Recording user's input about desired destination.
System recognises user's intent to go somewhere.
Almost everyone has at least once in their life felt uncomfortability of being lost in a big shopping mall or being unable to find a meeting room when invited for interview. We decided to design a solution which can elevate this by providing information and even organizing indoor transport-facilities to guide you to your destination through the most natural interface of all: your voice.
What it does
Generally, we thought about idea of bringing people to the desired place just in time, also providing all levels of security control and convenient interface. For demo purposes we limited our scope to solving one task: understanding user's intent based on his natural speech in the elevator and taking him/her to the right floor. Our solution is able to understand both as simple commands like "bring me to the basement" and more sophisticated, like "I am hungry". You can try it out here.
How I built it
We utilised IBM Watson services for quick prototyping backend logic, such as converting users's speech to machine-readable text; analysing it with purpose to extract user's intent; and organising the whole flow.
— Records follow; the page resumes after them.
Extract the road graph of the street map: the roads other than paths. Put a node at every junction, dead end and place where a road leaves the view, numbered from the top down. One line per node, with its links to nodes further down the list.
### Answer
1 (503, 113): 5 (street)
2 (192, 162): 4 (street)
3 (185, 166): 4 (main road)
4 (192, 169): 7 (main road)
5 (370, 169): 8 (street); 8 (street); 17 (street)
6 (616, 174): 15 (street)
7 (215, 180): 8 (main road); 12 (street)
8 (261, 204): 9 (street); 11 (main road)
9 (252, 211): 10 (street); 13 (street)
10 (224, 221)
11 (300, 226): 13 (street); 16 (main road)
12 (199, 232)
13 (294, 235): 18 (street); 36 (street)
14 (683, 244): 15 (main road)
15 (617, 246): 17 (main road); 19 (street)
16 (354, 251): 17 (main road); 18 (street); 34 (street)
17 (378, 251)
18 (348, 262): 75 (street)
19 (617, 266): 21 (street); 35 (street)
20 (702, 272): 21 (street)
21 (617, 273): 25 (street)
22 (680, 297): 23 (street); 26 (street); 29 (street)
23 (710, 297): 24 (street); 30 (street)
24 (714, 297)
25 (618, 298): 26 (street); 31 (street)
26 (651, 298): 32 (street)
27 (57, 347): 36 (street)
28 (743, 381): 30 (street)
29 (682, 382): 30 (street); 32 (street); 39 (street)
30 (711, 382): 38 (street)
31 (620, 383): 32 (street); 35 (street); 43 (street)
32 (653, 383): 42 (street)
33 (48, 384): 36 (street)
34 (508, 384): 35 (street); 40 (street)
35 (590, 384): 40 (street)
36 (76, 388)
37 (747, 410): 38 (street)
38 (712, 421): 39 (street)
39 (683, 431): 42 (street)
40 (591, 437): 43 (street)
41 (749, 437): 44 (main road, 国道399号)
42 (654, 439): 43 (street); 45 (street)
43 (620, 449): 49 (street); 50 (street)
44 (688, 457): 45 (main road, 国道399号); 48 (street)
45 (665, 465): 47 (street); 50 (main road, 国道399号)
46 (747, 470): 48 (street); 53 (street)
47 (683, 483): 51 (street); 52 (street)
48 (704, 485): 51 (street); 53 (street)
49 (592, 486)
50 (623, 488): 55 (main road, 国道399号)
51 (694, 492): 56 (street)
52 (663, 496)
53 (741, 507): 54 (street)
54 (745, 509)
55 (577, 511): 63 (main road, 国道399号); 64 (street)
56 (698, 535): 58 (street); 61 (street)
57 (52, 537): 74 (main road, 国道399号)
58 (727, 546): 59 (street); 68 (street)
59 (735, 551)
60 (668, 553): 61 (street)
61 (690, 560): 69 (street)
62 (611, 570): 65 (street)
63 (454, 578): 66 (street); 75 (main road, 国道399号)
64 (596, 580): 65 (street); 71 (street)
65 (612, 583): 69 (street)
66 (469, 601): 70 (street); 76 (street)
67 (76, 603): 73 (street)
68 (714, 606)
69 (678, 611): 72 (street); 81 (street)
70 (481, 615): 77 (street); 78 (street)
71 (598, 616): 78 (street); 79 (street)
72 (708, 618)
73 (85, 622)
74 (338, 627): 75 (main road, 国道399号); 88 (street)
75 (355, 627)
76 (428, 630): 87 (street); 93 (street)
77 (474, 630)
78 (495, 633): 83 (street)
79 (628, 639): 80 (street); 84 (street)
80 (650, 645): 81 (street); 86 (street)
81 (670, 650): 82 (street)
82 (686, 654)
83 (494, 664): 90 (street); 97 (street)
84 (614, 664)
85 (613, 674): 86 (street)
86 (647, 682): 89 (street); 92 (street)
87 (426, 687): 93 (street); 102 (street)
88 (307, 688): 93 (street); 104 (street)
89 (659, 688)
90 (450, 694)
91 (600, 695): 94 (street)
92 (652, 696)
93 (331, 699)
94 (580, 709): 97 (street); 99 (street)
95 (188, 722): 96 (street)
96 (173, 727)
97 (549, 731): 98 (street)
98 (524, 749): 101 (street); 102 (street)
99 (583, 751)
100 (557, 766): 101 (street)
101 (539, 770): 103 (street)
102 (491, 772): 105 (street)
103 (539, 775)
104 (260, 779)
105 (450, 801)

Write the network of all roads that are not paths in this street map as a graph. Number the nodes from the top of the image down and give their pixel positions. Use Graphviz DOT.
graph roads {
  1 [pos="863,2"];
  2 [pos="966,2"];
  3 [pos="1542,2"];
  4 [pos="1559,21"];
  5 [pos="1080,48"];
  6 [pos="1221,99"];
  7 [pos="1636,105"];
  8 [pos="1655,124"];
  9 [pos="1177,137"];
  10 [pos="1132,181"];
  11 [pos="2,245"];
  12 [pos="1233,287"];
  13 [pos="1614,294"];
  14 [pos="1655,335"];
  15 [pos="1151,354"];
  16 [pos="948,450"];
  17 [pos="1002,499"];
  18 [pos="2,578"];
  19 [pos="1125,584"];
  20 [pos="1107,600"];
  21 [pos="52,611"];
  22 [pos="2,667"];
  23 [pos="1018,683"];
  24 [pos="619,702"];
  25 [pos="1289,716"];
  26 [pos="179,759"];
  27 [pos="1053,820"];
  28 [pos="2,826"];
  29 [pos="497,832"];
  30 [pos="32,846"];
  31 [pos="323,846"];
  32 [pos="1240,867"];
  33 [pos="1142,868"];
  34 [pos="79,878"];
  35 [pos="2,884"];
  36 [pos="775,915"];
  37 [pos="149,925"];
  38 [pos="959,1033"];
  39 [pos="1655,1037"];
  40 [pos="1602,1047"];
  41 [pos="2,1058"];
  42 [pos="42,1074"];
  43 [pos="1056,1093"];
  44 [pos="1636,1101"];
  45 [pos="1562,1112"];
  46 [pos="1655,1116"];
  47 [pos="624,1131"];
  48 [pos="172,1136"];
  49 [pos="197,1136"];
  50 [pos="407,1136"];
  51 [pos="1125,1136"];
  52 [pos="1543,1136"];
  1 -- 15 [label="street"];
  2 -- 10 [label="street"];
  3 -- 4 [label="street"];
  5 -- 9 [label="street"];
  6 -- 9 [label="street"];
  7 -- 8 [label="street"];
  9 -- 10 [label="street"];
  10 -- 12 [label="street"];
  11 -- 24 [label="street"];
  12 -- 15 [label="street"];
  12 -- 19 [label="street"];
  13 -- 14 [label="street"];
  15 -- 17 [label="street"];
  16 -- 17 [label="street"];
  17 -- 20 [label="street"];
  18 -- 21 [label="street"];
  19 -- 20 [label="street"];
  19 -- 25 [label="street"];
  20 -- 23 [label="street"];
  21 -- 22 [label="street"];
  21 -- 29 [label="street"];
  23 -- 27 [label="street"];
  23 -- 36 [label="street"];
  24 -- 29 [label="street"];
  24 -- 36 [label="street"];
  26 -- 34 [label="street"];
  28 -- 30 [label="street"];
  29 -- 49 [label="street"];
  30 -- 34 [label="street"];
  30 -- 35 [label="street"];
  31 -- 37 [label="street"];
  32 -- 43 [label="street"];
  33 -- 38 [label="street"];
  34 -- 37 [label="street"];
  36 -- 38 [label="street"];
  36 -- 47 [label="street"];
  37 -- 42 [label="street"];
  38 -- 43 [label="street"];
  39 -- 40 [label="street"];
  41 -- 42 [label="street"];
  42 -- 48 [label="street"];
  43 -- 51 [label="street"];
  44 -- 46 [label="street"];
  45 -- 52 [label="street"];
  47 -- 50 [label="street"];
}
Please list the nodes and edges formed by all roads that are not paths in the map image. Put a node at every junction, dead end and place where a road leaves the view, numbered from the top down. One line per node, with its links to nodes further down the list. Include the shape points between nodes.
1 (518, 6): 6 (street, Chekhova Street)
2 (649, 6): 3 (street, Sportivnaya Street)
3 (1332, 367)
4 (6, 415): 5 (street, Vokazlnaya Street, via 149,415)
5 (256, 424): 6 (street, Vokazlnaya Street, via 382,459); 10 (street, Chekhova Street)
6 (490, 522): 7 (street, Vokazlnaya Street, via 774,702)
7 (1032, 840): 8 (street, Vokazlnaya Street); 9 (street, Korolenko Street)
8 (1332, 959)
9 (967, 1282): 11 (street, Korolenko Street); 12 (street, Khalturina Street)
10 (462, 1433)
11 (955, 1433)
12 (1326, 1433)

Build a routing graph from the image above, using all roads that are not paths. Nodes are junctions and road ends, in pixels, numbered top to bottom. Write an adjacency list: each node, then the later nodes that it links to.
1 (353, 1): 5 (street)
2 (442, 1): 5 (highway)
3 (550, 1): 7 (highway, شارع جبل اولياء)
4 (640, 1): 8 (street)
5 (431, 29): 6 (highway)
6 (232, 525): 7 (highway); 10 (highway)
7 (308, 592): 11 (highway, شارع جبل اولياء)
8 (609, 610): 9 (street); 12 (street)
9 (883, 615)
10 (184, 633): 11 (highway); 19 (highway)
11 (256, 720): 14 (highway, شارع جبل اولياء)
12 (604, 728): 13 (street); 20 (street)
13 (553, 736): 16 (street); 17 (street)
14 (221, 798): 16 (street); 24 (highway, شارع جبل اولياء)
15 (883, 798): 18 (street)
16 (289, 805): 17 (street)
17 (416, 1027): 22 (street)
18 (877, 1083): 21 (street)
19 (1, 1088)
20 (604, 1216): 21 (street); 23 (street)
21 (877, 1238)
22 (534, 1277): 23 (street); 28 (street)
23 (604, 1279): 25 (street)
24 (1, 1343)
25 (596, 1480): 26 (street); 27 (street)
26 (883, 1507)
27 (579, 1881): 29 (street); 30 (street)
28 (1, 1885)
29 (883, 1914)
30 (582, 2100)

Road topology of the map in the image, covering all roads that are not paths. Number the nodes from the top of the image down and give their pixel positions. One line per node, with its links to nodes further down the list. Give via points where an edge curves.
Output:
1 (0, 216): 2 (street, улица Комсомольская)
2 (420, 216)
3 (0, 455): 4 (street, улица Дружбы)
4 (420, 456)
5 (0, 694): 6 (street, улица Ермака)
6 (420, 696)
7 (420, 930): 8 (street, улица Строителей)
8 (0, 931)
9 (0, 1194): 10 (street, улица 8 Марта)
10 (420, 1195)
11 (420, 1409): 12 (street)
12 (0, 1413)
Also, we created a React.js-based frontend which shows how our logic works and allows our AI to communicate with user.
Challenges I ran into
It was very hard to narrow down our case to some implementable small prototype, which can show this idea in a nutshell. Also, we didn't have time to connect it with all planned API.
What I learned
We used our experience of working with IBM Watson, so our main lesson was about working in a lack of time and with maximum productivity. Also, we discovered that sometimes it is more effective to use simpler Converstaion models when you need to solve straightforward tasks.
What’s next for I.V.I
I.V.I is just a prototype: it demonstrates a few ideas but is by no mean a final destination for us. In the future, we would like to implement additional features, which includes:
- location-based trigger for recording voice requests (e.g. when one approaches the elevators);
- user identification/authentication via voice recognition providing additional level of security;
- curated advertisements and information display for user inside elevator cars (e.g. supermarket deals, next movies, meeting agendas, etc.);
- scaled up solution which span the whole building and building complexes while maintaining the capability of processing context-specific intents;
- customized elevator music from users’ common preferences.